Half of the students who took the course experienced pretty much what they expected (51%). Of course, that still leaves hundreds of students who were surprised in some way by what they found, both for the better and the worse. Out of the total responses, 22% said their experiences were more positive than they expected, usually because they particularly enjoyed the writing assignments or liked the instructor, or because they learned more than they anticipated; 10% simply identified the course neutrally as different from expectations; and 17% were surprised in a negative way. The most common reason behind negative responses was that students found English 1000 to be more challenging than they thought it would be.
Clarity of Grading Criteria
Most students, 77%, felt they understood the grading criteria used to assess their writing, leaving 23% who were confused or believed such information was not adequately provided. The criteria identified by students as most important in writing a good paper were, in order: (1) providing a thesis; (2) including evidence and analysis to support one’s claims; (3) preparing a well organized paper that remains focused on the task at hand; and (4) revealing an understanding of the structure, format, and conventions of academic writing.
When asked what key moment stood out as affecting their writing performance, 54% of students identified communicating with the instructor outside of the classroom as crucial to their success. Most often, this communication took place during scheduled one-to-one conferences, but email exchanges and dropping by to speak to instructors during office hours were also occasions for individual attention that proved helpful. In the next largest category after communicating with the teacher, 18% of students felt that instructors’ written comments on graded papers made a critical difference in improving their writing. While other key moments were mentioned by students, no other category amassed more than a small percentage of overall student responses.

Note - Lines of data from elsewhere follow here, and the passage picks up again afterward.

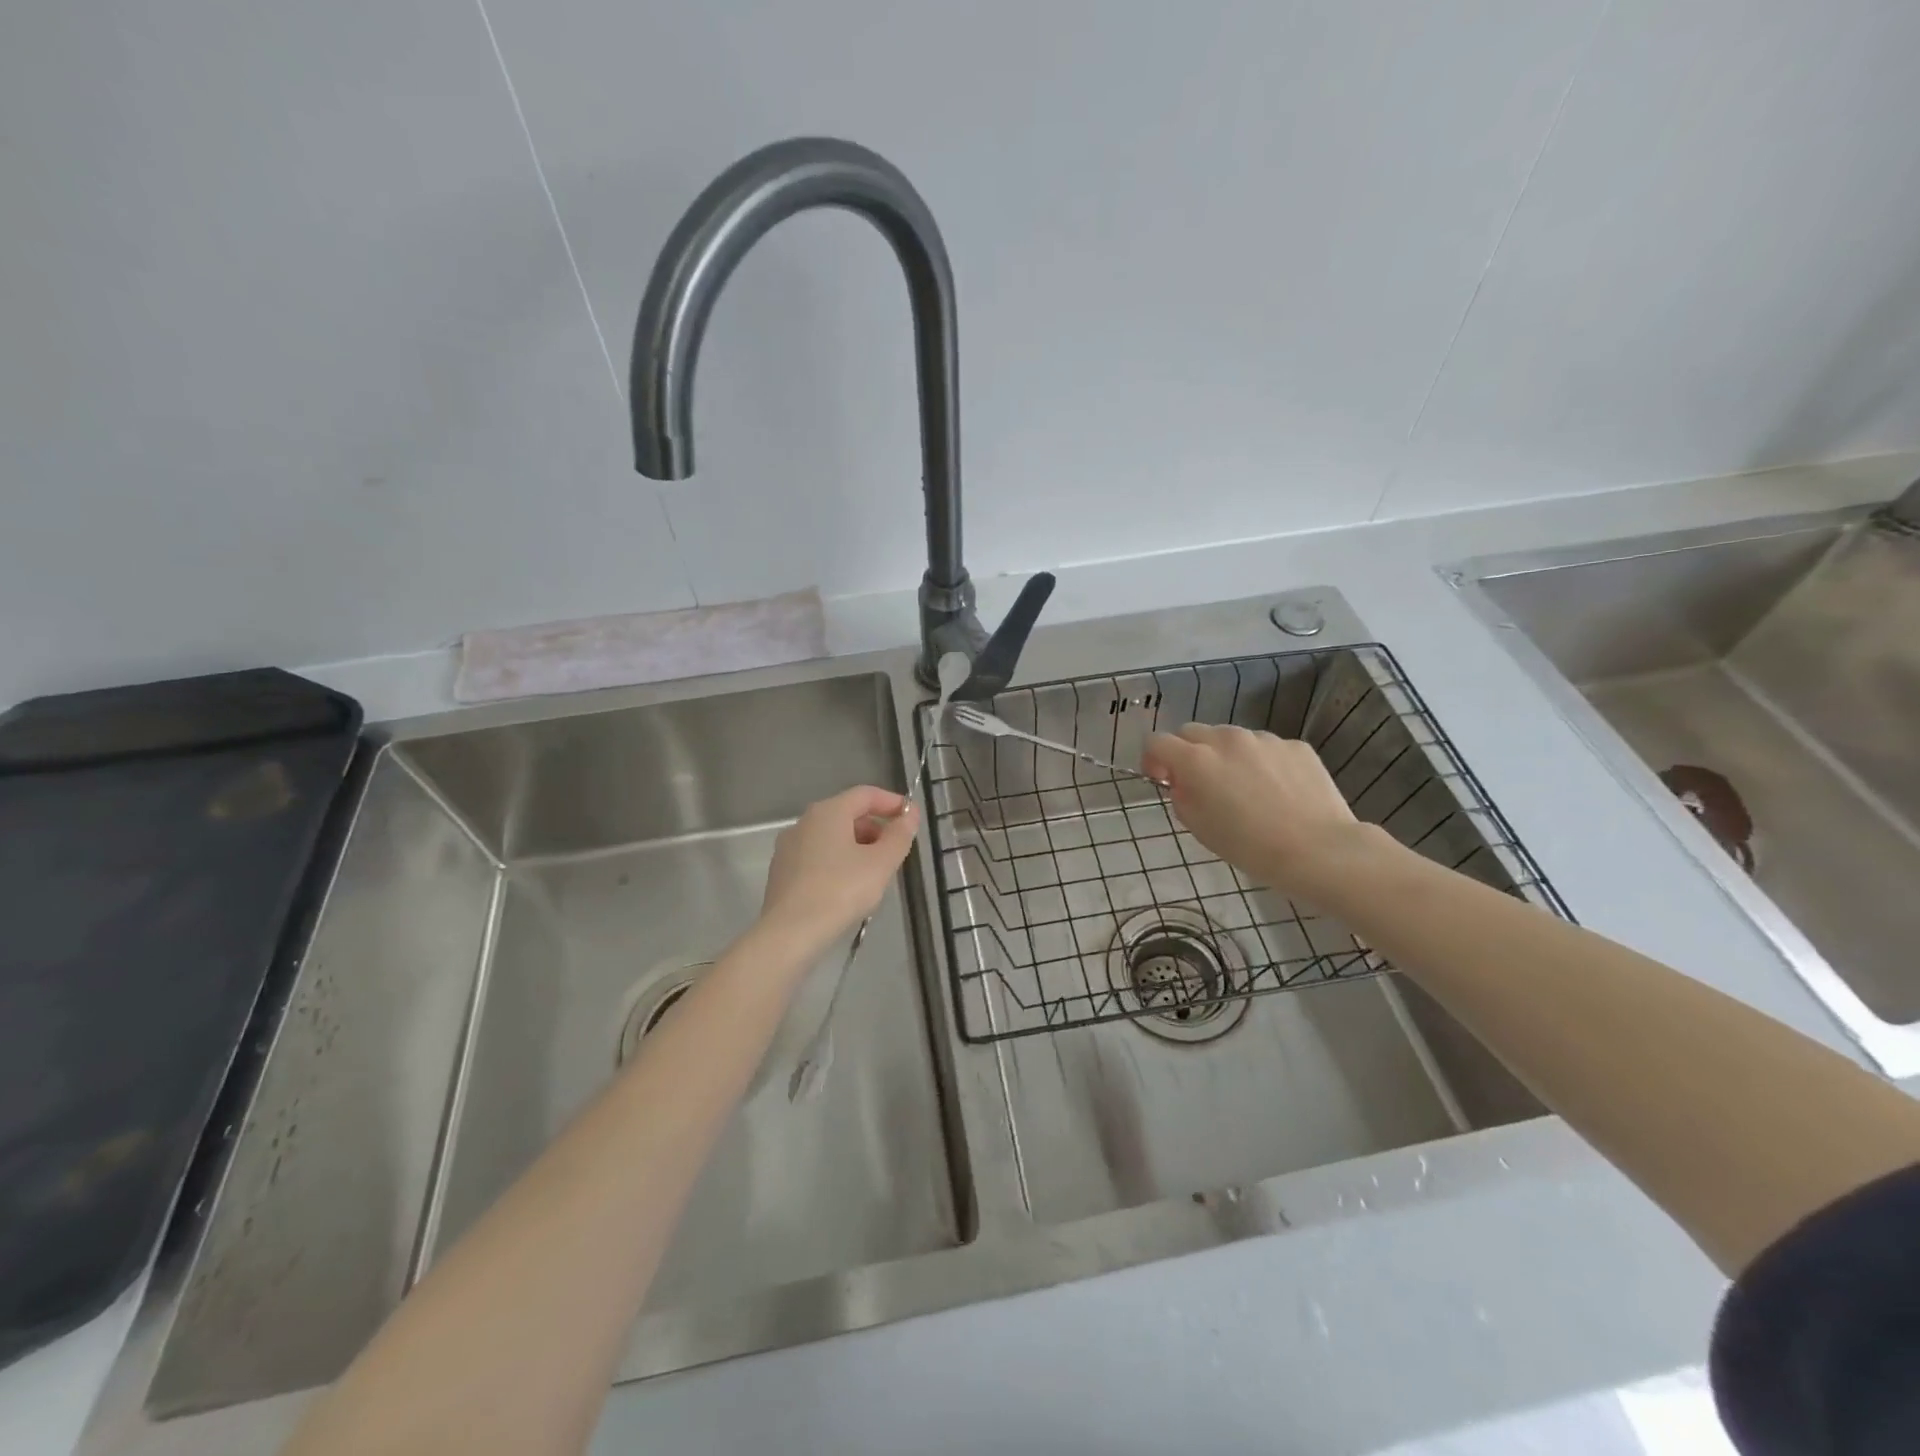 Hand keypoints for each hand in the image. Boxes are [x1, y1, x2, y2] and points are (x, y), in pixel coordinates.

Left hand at [759, 786, 917, 950]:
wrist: (790, 933)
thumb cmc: (840, 891)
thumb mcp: (881, 863)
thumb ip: (899, 835)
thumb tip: (910, 814)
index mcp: (828, 812)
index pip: (865, 794)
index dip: (892, 802)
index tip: (912, 818)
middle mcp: (804, 822)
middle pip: (847, 814)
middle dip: (875, 828)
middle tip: (895, 852)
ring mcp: (789, 847)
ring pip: (832, 837)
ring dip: (858, 847)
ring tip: (875, 873)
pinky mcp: (782, 872)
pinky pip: (817, 857)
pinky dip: (838, 863)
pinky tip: (848, 888)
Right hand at [1142, 724, 1370, 891]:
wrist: (1319, 850)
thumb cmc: (1250, 847)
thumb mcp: (1200, 829)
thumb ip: (1182, 798)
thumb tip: (1183, 783)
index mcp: (1196, 760)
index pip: (1157, 742)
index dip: (1152, 759)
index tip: (1162, 779)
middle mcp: (1227, 739)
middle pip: (1192, 732)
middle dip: (1187, 752)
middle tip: (1199, 783)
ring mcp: (1264, 739)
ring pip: (1231, 737)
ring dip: (1225, 755)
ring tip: (1244, 788)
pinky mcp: (1294, 745)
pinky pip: (1266, 748)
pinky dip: (1260, 762)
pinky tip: (1276, 791) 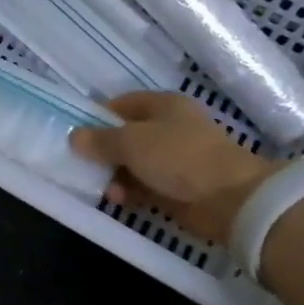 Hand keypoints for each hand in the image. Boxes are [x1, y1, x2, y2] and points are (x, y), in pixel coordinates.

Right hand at [69, 91, 272, 244]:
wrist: (229, 199)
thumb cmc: (179, 157)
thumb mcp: (132, 142)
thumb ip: (100, 140)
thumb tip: (74, 137)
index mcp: (163, 105)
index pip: (122, 104)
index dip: (97, 116)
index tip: (76, 134)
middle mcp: (169, 128)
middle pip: (126, 136)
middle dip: (103, 152)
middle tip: (82, 166)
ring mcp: (175, 160)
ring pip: (133, 164)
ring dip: (115, 175)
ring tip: (104, 189)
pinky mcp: (177, 188)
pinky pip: (144, 186)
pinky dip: (130, 192)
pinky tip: (118, 200) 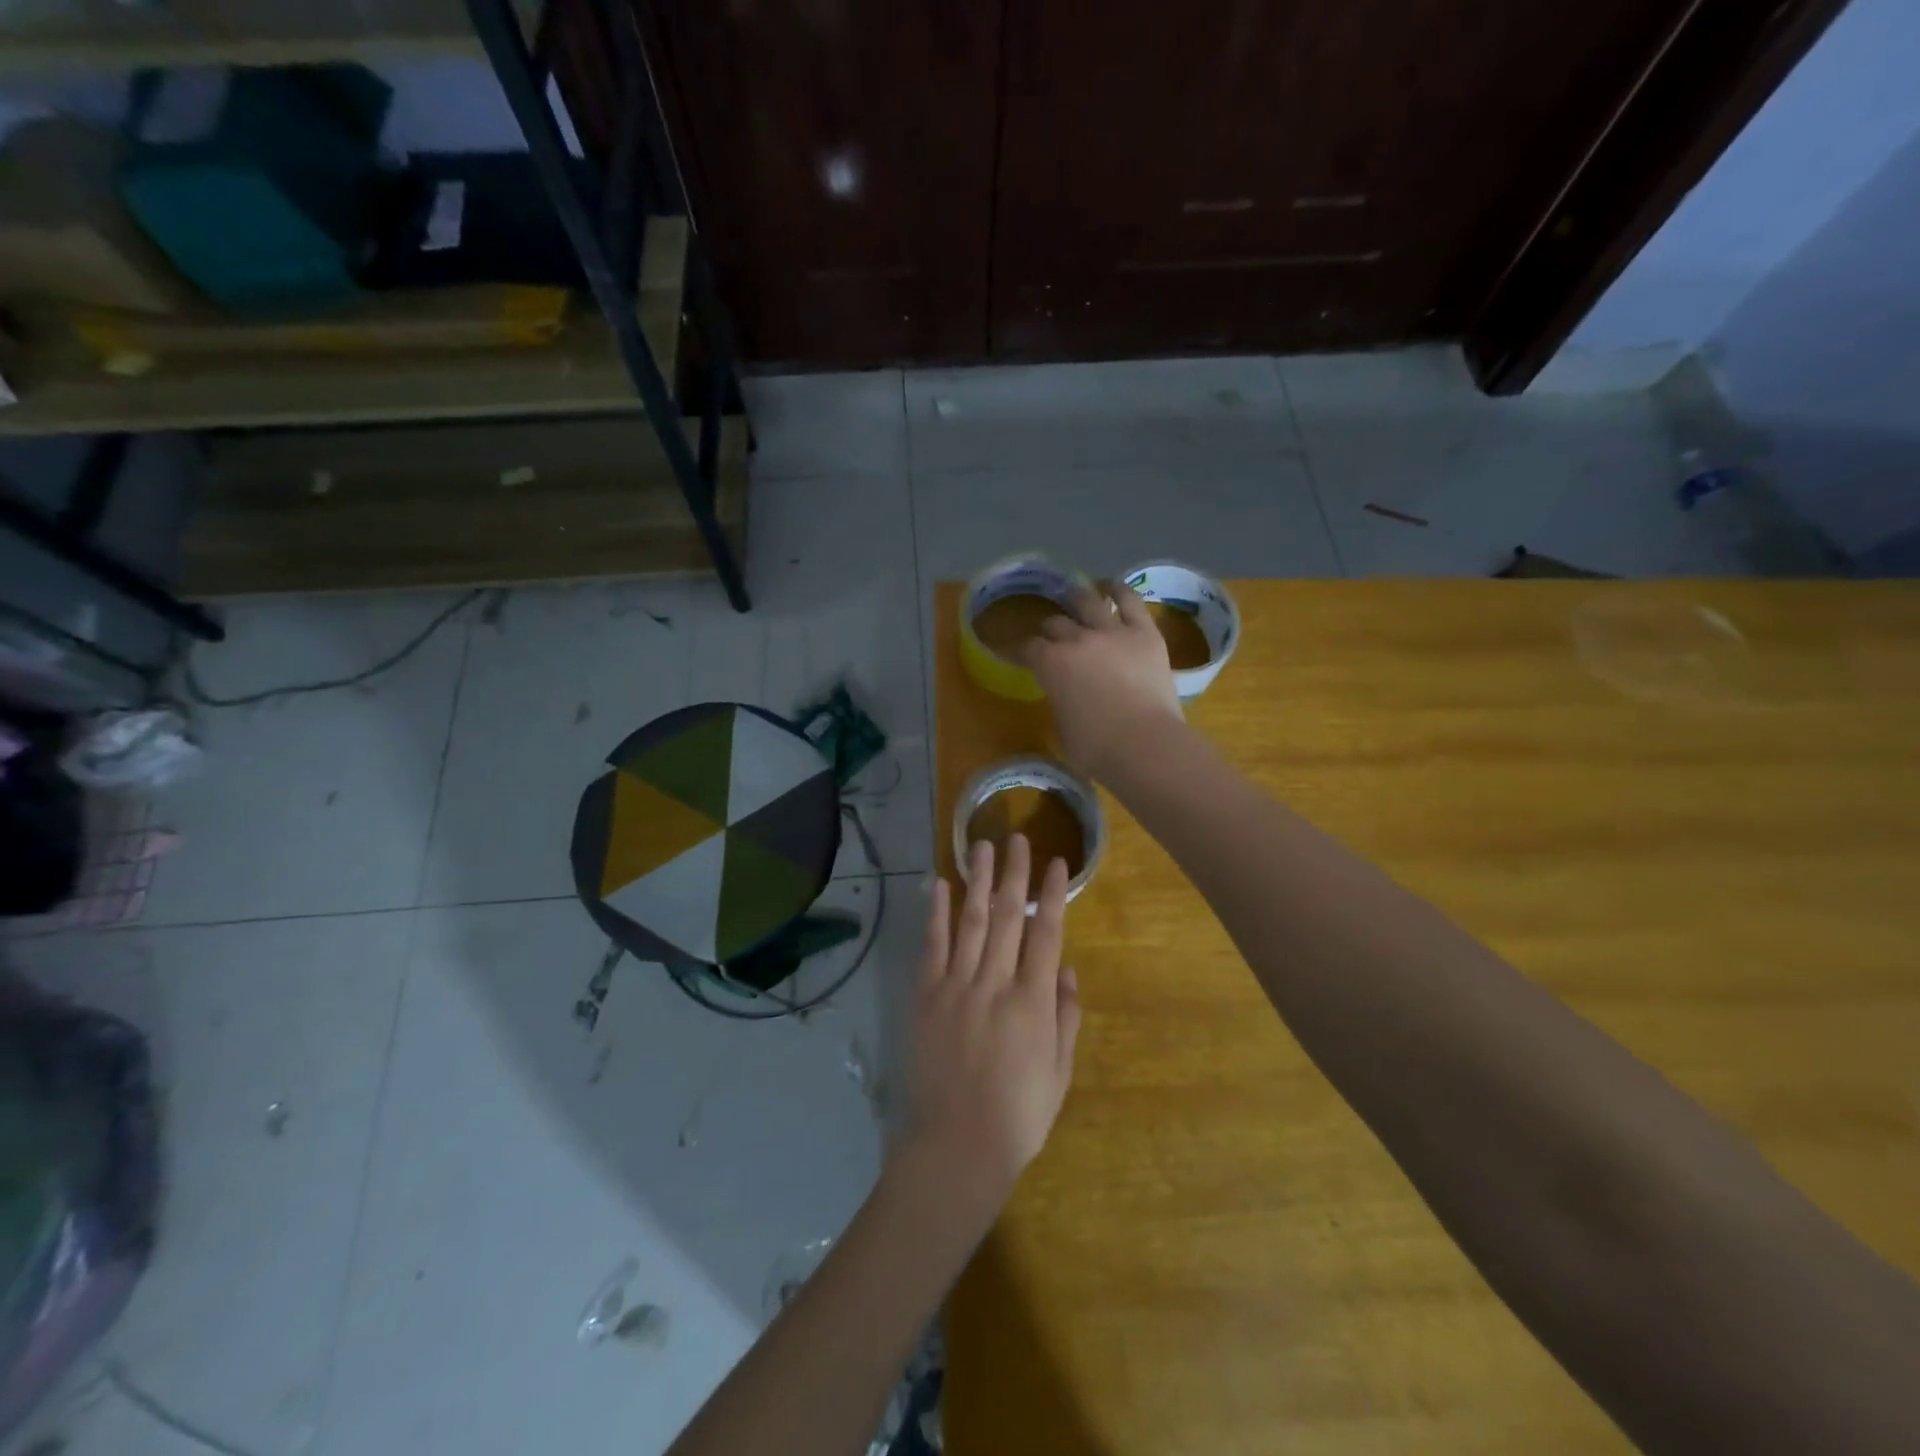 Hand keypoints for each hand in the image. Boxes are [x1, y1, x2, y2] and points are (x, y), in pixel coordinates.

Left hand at [899, 835, 1080, 1218]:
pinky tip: (937, 884)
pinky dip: (935, 912)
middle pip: (1008, 915)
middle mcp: (995, 983)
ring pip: (971, 921)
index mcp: (1033, 1001)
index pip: (1047, 933)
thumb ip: (1066, 1015)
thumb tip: (1066, 967)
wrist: (957, 1144)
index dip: (1053, 894)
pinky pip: (932, 945)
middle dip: (1014, 873)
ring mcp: (956, 986)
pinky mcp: (926, 995)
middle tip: (1017, 837)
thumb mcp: (1060, 1071)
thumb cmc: (1019, 1114)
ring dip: (977, 880)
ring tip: (980, 845)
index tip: (1057, 863)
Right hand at [1019, 581, 1183, 780]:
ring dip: (1076, 600)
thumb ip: (1059, 700)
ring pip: (1087, 602)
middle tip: (1050, 637)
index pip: (1026, 648)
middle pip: (1055, 624)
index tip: (1013, 652)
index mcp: (1050, 664)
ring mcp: (1112, 632)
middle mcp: (1077, 639)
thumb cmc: (1096, 749)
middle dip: (1048, 630)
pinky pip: (1130, 601)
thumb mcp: (1062, 727)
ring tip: (1074, 598)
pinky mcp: (1144, 633)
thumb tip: (1065, 694)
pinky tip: (1110, 586)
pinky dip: (1118, 591)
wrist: (1145, 746)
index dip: (1017, 650)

Comparison to Other Students’ Experiences
Students in a given section of English 1000 can’t really know how the course might have been different in other sections that they never attended. But they talk to friends who are enrolled in the same course with a different instructor and inevitably make comparisons. When asked in what ways they thought their experiences were like or unlike those of students in other sections, only 7% said they didn’t know. Most students develop an impression of the course overall and of how their particular experience fits into that picture. While not an accurate indicator of the way sections and student experiences may actually differ, the following responses reveal how students feel about their experience in English 1000: 15% said their experience was probably the same as that of other students; another 15% recognized that their experience was different from that of other students because assignment topics vary from section to section, but this variance didn’t suggest to them that other sections were better or worse; 20% felt their experience was likely worse than that of other students, usually because they believed the assignments or the grading in their sections posed greater obstacles to success than other students faced; and 43%--the single largest category of responses--felt their experience was likely better than that of other students. It may be worth mentioning that, according to the students themselves, a harder class doesn’t necessarily mean a worse experience. That is, 6% of students overall (a subset of the 43% whose experiences were “better”) were confident their class was harder than other sections, but they still felt they had a more interesting time and came out of the course better prepared than peers in other sections.
The aim of English 1000 is to improve students’ writing ability, especially their ability to write academic papers for later courses. With this objective in mind, students were asked to rate the overall quality of the course as taught by their instructor. A significant majority of students rated the course better than average. Only 3% identified the overall quality as poor; 5% called it fair; 13% said average; 39% identified the course/instructor as good; and 40% evaluated the overall quality of their English 1000 course as excellent.